_What needs to be done_. Using the records below, reproduce exactly the lines from the one containing "wrist: (227, 138)" through the end, and nothing more; skip the images.

_Data provided_.

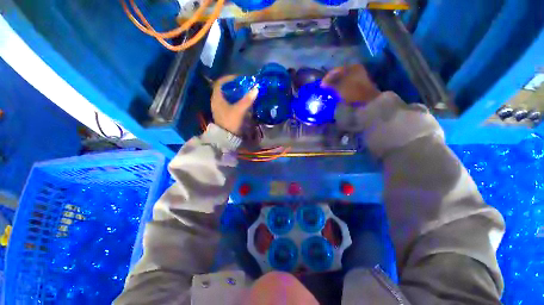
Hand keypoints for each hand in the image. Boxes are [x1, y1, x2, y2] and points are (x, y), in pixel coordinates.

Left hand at [211, 75, 258, 134]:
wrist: (227, 138)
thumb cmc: (231, 122)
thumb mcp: (239, 110)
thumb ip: (247, 99)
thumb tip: (256, 88)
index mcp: (217, 97)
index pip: (221, 82)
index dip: (230, 78)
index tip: (240, 78)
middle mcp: (216, 101)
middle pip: (225, 89)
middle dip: (235, 86)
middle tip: (245, 85)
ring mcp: (220, 108)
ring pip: (228, 96)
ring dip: (236, 94)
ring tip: (246, 93)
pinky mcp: (224, 113)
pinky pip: (230, 103)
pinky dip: (236, 101)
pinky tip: (243, 102)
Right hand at [322, 64, 380, 103]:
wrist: (368, 102)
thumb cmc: (353, 92)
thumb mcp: (339, 88)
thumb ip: (330, 84)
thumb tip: (322, 84)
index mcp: (351, 67)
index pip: (335, 70)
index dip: (327, 78)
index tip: (321, 85)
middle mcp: (355, 70)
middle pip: (339, 75)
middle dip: (331, 82)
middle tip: (324, 89)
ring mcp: (358, 78)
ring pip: (342, 80)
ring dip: (335, 86)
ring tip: (329, 92)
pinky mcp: (358, 86)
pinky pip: (346, 85)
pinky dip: (340, 89)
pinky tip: (336, 94)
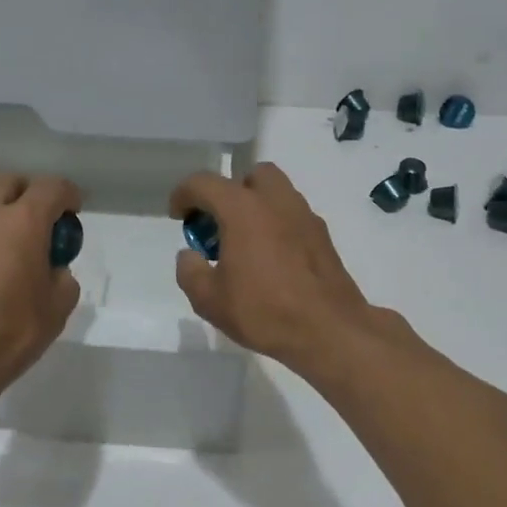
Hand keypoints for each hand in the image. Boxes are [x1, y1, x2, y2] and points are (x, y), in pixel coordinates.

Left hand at [0, 173, 82, 432]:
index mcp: (21, 221)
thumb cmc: (9, 332)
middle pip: (10, 182)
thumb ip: (62, 277)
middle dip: (30, 193)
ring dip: (3, 209)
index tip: (73, 213)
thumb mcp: (57, 308)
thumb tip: (51, 269)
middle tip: (43, 223)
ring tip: (17, 244)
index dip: (68, 196)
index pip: (51, 188)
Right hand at [169, 163, 376, 372]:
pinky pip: (293, 216)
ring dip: (257, 206)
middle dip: (230, 192)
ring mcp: (304, 216)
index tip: (178, 215)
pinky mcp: (322, 236)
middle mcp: (276, 202)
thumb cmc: (264, 311)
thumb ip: (190, 272)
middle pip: (250, 176)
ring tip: (245, 243)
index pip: (204, 183)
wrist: (329, 331)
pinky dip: (277, 225)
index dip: (184, 194)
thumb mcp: (209, 300)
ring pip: (277, 193)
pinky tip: (271, 259)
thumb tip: (190, 256)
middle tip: (220, 223)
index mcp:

_Solution for this task_.
wrist: (227, 138)
thumb cmc: (231, 122)
thumb mcp: (239, 110)
thumb ip: (247, 99)
thumb tip: (256, 88)
index mcp: (217, 97)
index pip: (221, 82)
index dip: (230, 78)
index tip: (240, 78)
middle mcp: (216, 101)
middle pip: (225, 89)
middle dip: (235, 86)
middle tip: (245, 85)
ring mcp: (220, 108)
ring pip: (228, 96)
ring dip: (236, 94)
ring tip: (246, 93)
pinky mcp: (224, 113)
pinky pip: (230, 103)
pinky dip: (236, 101)
pinky tip: (243, 102)
Right hand at [322, 64, 380, 103]:
wrist: (368, 102)
thumb cmc: (353, 92)
thumb mcp: (339, 88)
thumb ip: (330, 84)
thumb tip: (322, 84)
index mcp: (351, 67)
index pip: (335, 70)
index dip: (327, 78)
index tip: (321, 85)
middle mcp: (355, 70)
middle pip: (339, 75)
middle dip: (331, 82)
middle tip: (324, 89)
ring mcp: (358, 78)
ring pip: (342, 80)
ring dip: (335, 86)
ring tip: (329, 92)
pinky mcp: (358, 86)
pinky pip: (346, 85)
pinky dip: (340, 89)
pinky tip: (336, 94)
Hand keypoints for each hand in the image. Boxes are [x1, y1, x2, y2] and points are (x, y), in pixel coordinates.

Left hand at [0, 173, 82, 432]:
index mcp: (21, 221)
thumb cmc: (9, 332)
middle pip: (10, 182)
thumb ip: (62, 277)
middle dip: (30, 193)
ring dip: (3, 209)
index tip: (73, 213)
thumb mcp: (57, 308)
thumb tip: (51, 269)
middle tip: (43, 223)
ring tip: (17, 244)
index dip: (68, 196)
index pip: (51, 188)
Right hand at [169, 163, 376, 372]:
pinky pip: (293, 216)
ring dip: (257, 206)
middle dip: (230, 192)
ring mcp: (304, 216)
index tip: (178, 215)
pinky mcp: (322, 236)
middle mcp: (276, 202)
thumb cmc: (264, 311)
thumb ip: (190, 272)
middle pip: (250, 176)
ring tip: (245, 243)
index pip: (204, 183)
wrist: (329, 331)
pinky dip: (277, 225)
index dip: (184, 194)
thumb mcp: (209, 300)
ring pip: (277, 193)
pinky tip: (271, 259)
thumb tip: (190, 256)
middle tip: (220, 223)
index mcp:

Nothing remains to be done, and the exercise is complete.